- What you are asked to do -
Search the material below for "VICTOR" and copy every line where it occurs.

- Dataset -
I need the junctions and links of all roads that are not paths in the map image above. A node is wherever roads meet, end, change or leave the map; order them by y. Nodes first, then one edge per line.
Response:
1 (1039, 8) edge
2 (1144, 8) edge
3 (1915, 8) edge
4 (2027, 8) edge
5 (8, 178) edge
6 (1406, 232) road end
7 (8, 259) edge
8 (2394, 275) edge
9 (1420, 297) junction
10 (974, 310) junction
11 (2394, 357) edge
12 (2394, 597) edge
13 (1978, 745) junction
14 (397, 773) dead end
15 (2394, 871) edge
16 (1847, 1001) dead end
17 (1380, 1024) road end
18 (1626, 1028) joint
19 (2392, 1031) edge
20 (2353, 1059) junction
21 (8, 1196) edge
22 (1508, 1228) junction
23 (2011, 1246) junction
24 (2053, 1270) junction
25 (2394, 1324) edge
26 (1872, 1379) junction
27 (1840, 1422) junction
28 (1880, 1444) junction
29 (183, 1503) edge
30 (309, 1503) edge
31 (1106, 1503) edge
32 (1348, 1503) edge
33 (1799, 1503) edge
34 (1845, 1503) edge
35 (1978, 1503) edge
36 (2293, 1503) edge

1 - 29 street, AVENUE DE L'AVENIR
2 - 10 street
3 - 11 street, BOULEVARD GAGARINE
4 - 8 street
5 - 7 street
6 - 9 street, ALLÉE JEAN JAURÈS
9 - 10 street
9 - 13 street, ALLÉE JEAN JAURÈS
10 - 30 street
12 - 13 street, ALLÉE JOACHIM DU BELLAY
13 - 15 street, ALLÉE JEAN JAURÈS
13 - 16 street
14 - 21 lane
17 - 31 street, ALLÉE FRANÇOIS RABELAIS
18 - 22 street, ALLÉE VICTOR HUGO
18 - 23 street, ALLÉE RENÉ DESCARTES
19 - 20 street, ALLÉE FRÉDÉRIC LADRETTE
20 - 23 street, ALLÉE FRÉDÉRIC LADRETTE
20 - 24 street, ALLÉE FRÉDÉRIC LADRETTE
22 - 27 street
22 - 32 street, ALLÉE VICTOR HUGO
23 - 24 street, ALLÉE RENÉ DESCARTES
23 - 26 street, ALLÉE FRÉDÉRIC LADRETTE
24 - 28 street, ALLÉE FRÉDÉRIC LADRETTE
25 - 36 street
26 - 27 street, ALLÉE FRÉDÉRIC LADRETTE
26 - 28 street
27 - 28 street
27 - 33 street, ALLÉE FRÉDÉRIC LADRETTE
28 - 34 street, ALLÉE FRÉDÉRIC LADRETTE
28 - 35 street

- Task output -
18 - 22 street, ALLÉE VICTOR HUGO
22 - 32 street, ALLÉE VICTOR HUGO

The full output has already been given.